__PROBLEM TO WORK ON__: Please copy out the lines in the entries that contain "main".

__MATERIAL PROVIDED__:

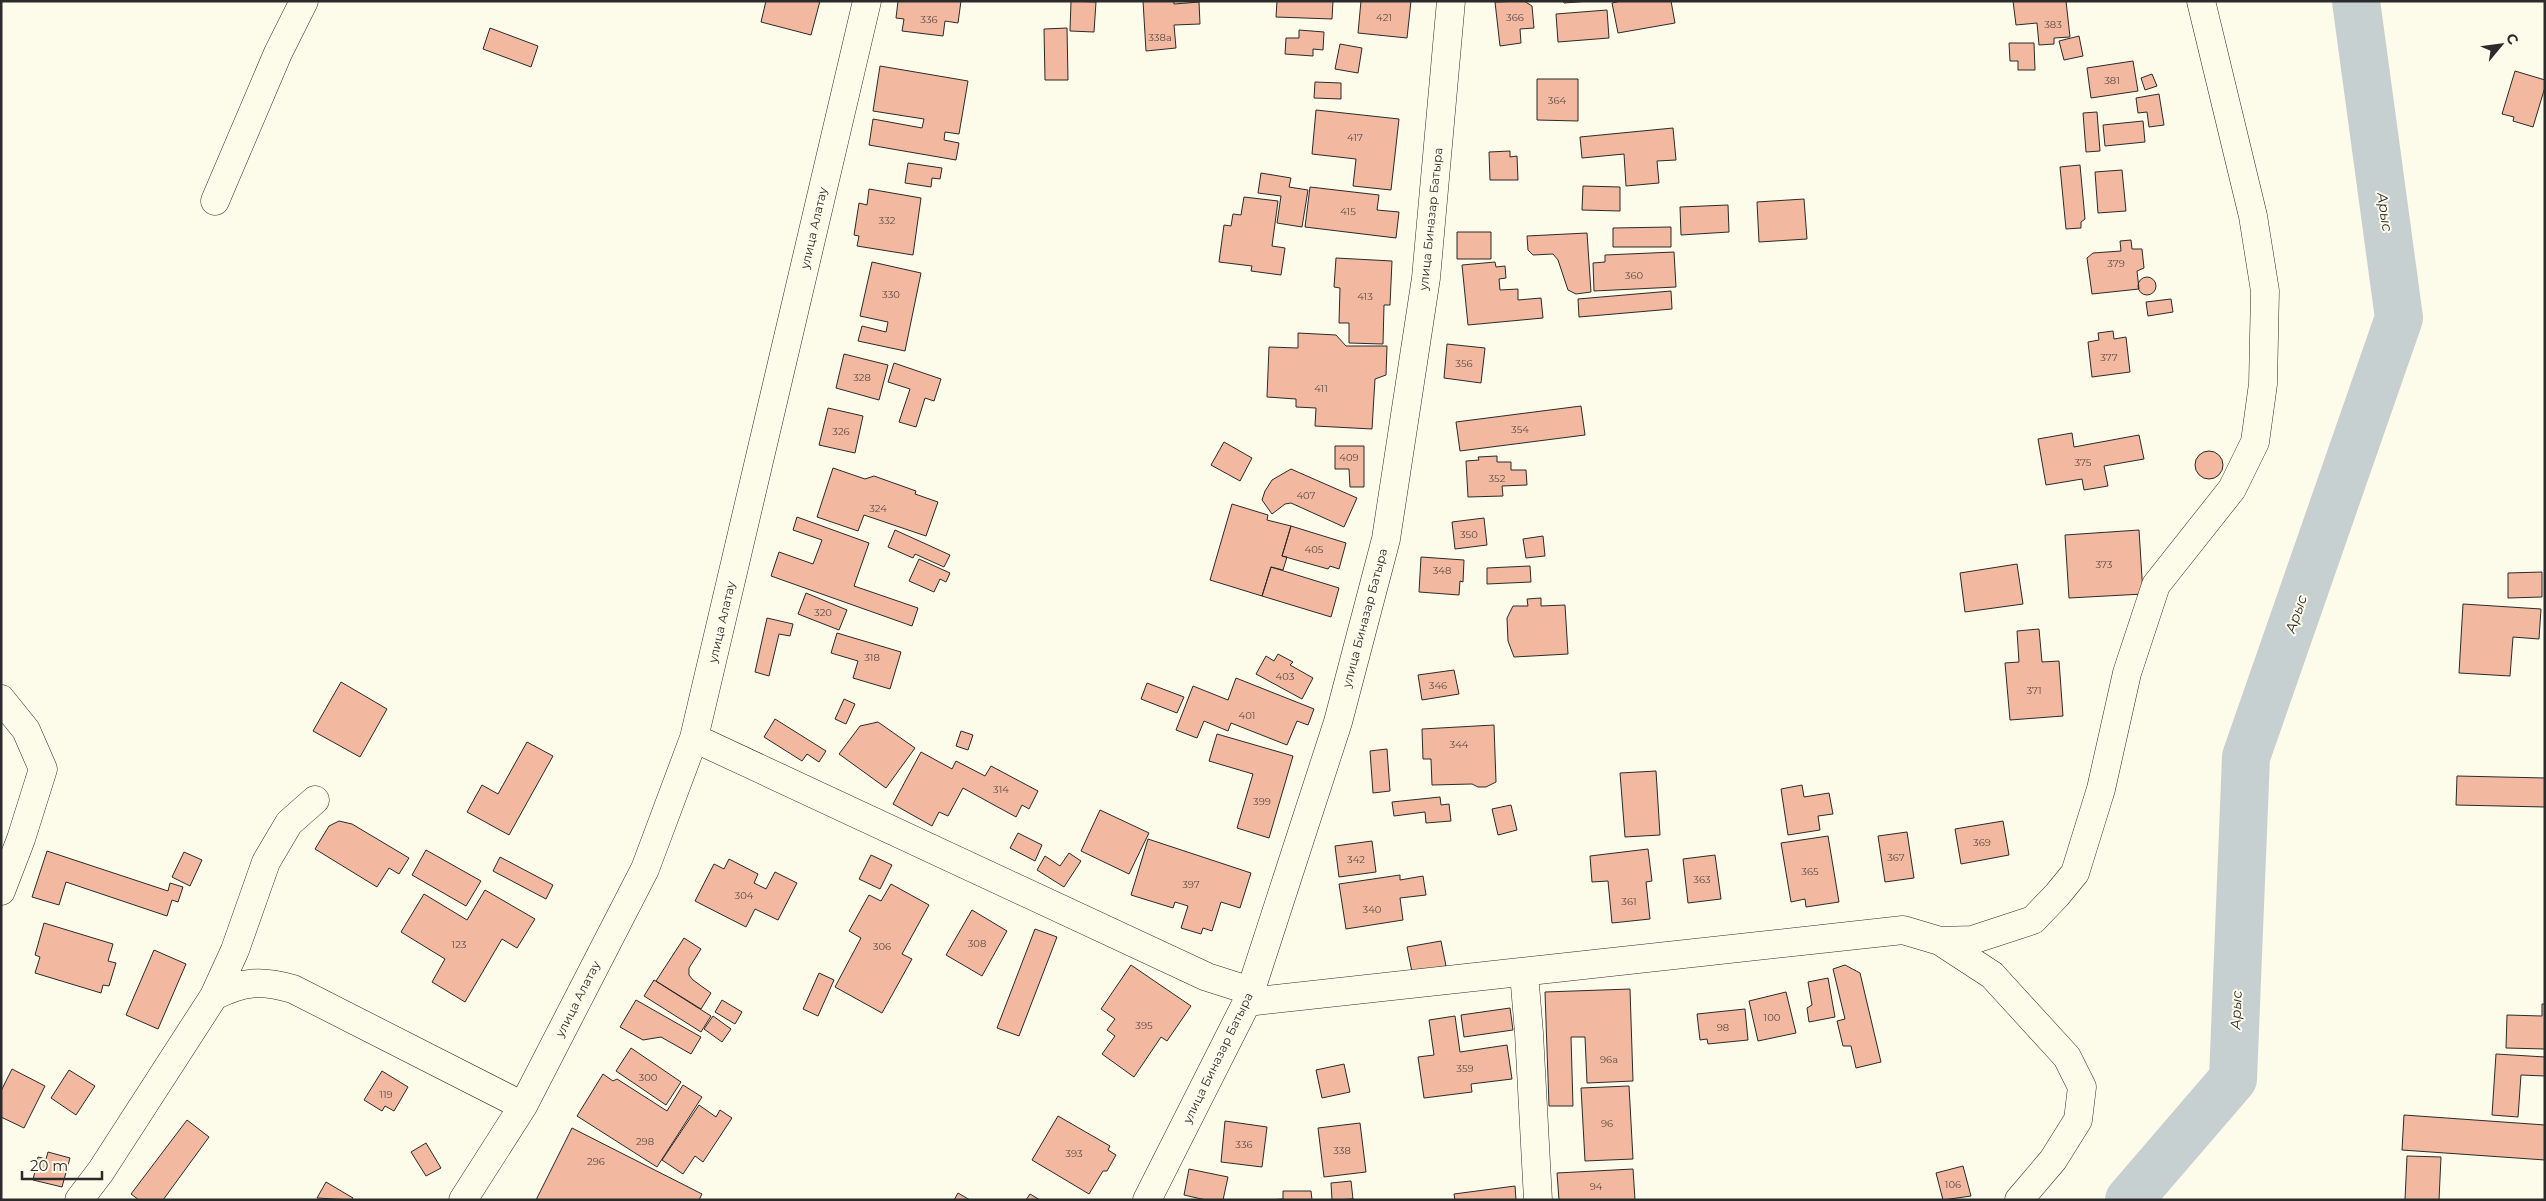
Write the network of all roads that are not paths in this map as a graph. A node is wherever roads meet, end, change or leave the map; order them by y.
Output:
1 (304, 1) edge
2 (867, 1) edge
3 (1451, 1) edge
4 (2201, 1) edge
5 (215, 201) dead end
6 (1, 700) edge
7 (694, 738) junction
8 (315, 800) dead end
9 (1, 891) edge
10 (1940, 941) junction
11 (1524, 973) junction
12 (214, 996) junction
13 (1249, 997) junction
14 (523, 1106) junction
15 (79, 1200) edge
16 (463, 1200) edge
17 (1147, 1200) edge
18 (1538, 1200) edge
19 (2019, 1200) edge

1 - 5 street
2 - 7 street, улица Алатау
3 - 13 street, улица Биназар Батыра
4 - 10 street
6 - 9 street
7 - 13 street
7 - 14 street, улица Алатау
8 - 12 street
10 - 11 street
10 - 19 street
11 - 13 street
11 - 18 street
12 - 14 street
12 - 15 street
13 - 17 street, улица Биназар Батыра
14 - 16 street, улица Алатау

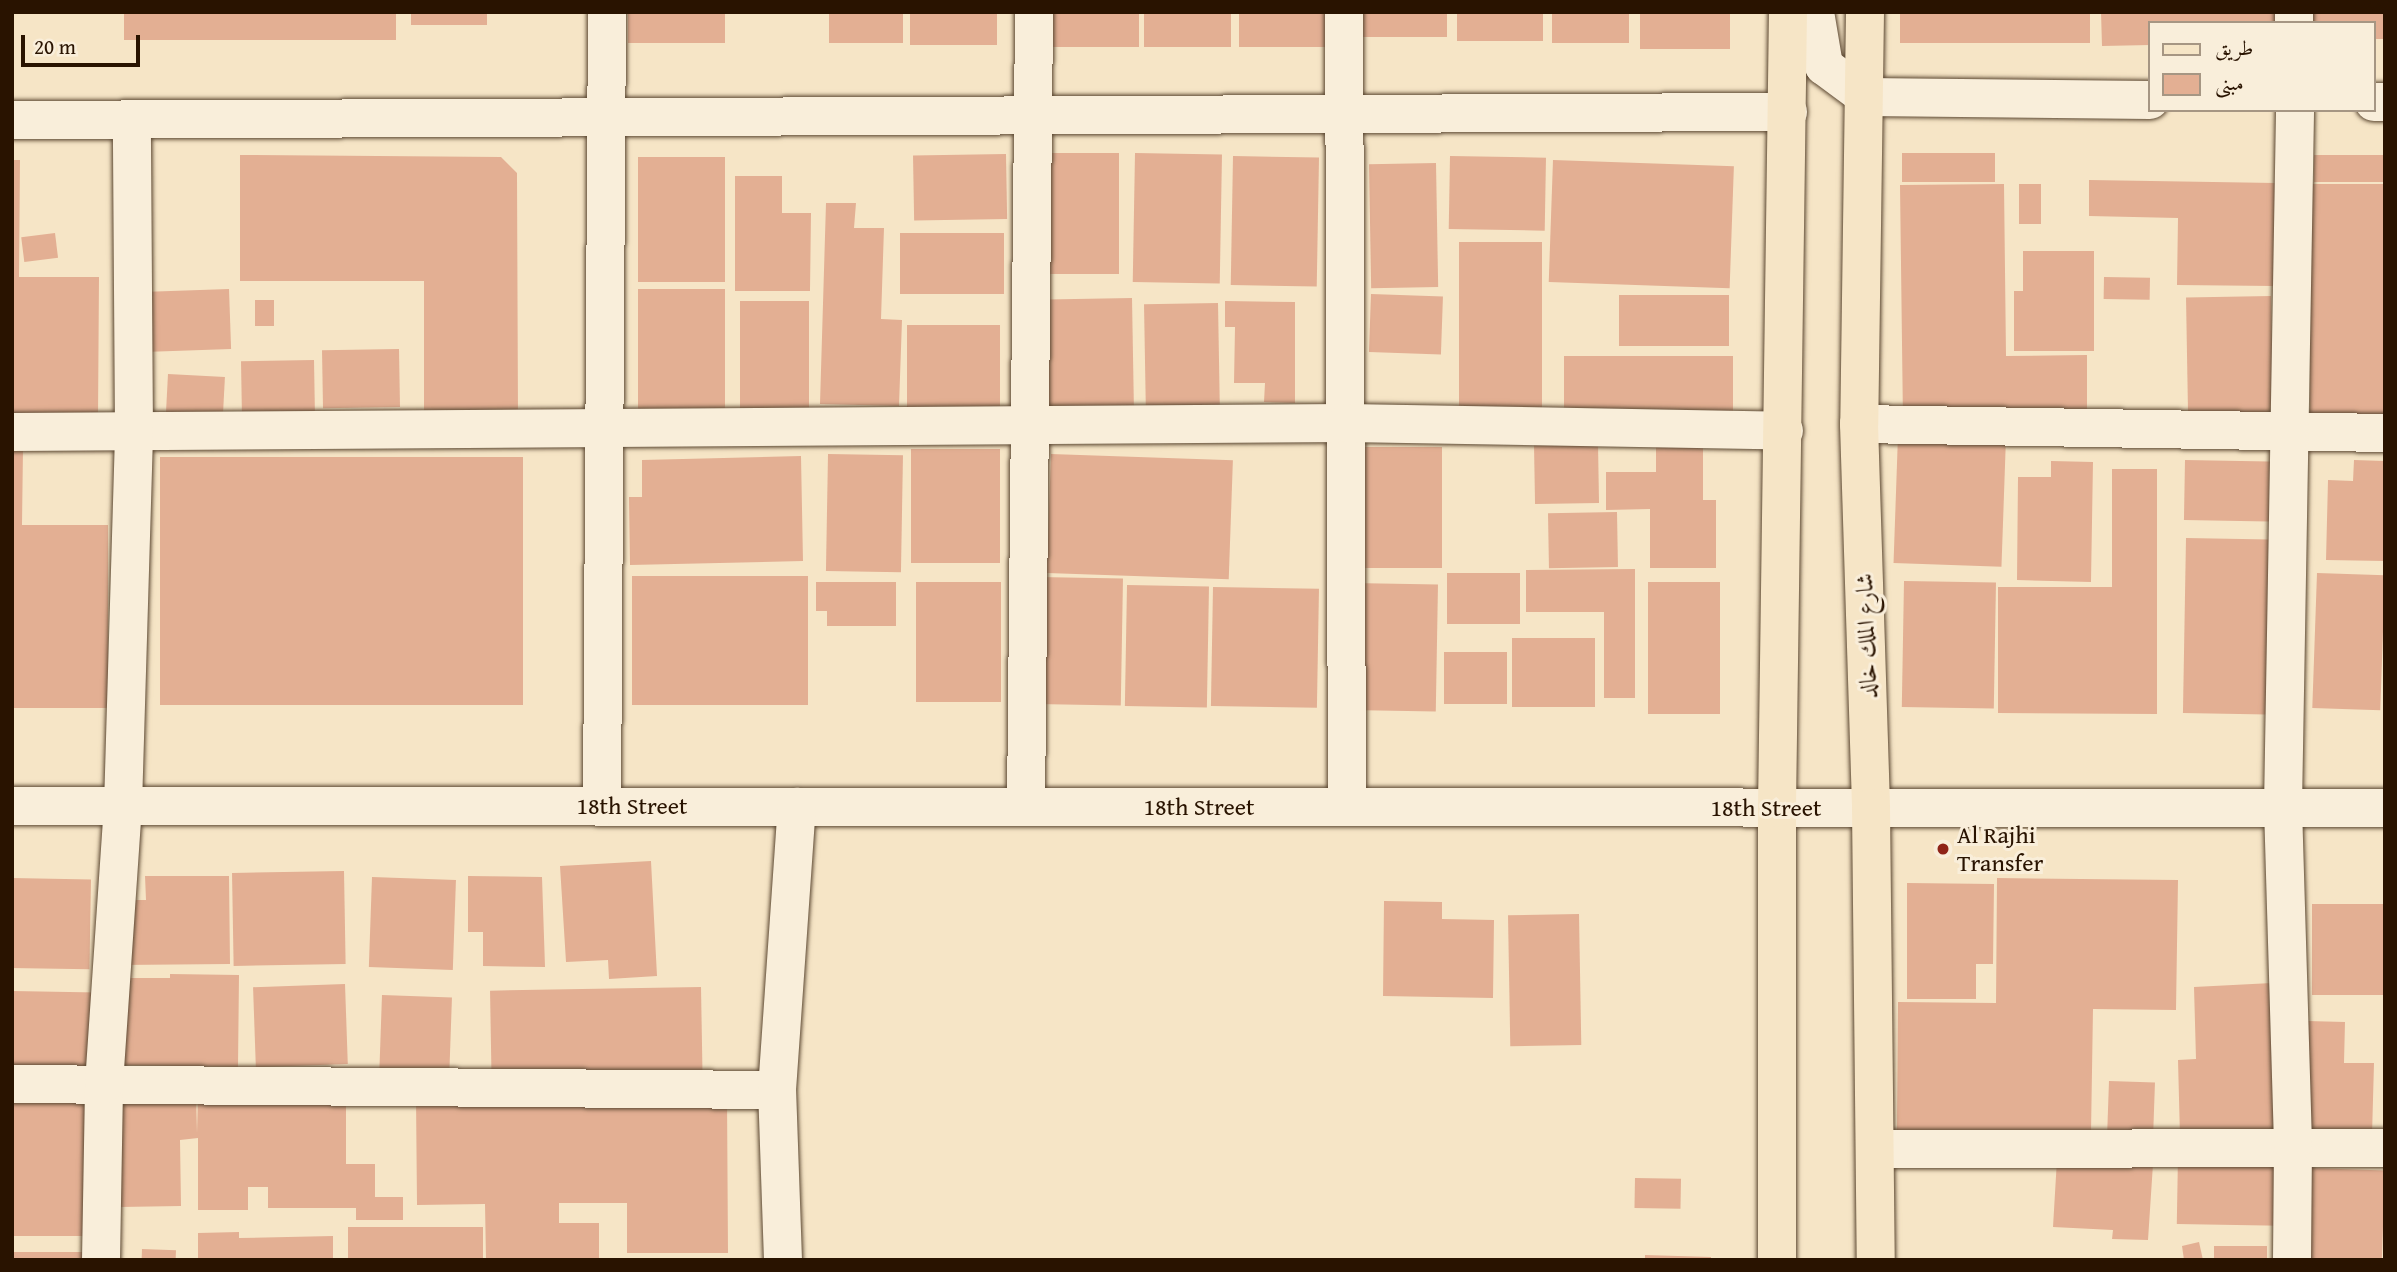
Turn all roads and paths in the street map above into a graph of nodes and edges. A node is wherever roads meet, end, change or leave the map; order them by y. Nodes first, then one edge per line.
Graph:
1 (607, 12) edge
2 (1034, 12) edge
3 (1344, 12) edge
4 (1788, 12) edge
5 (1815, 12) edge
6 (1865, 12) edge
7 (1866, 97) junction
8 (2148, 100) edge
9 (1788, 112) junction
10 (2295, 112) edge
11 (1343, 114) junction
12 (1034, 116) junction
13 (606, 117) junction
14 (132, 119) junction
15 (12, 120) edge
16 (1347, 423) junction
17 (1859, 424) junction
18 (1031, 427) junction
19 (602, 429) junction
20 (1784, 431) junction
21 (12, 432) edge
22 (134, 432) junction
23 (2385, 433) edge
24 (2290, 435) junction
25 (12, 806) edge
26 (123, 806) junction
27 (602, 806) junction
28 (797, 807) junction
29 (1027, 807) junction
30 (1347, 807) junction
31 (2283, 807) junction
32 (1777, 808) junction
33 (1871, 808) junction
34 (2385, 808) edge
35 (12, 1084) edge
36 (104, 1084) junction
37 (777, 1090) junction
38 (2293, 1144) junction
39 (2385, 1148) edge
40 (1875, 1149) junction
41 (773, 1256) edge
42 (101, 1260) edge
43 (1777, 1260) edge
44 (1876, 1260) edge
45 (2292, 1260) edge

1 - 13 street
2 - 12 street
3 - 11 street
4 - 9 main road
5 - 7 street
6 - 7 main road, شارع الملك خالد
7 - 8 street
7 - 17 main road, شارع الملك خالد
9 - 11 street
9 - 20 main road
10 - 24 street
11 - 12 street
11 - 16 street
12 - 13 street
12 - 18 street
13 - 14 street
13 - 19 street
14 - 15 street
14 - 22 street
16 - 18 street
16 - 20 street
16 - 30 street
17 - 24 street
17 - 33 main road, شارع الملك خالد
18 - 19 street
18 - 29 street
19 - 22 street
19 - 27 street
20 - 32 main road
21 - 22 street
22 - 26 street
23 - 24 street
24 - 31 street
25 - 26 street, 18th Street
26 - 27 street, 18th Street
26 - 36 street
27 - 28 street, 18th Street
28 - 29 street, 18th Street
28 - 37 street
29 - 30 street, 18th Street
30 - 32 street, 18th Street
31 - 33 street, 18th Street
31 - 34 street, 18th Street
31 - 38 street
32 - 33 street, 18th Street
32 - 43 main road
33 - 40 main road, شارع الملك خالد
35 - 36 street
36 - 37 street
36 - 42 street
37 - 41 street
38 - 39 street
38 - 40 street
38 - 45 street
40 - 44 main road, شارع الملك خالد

__EXERCISE SOLUTION__:
4 - 9 main road
6 - 7 main road, شارع الملك خالد
7 - 17 main road, شارع الملك خالد
9 - 20 main road
17 - 33 main road, شارع الملك خالد
20 - 32 main road
32 - 43 main road
33 - 40 main road, شارع الملك خالد
40 - 44 main road, شارع الملك خالد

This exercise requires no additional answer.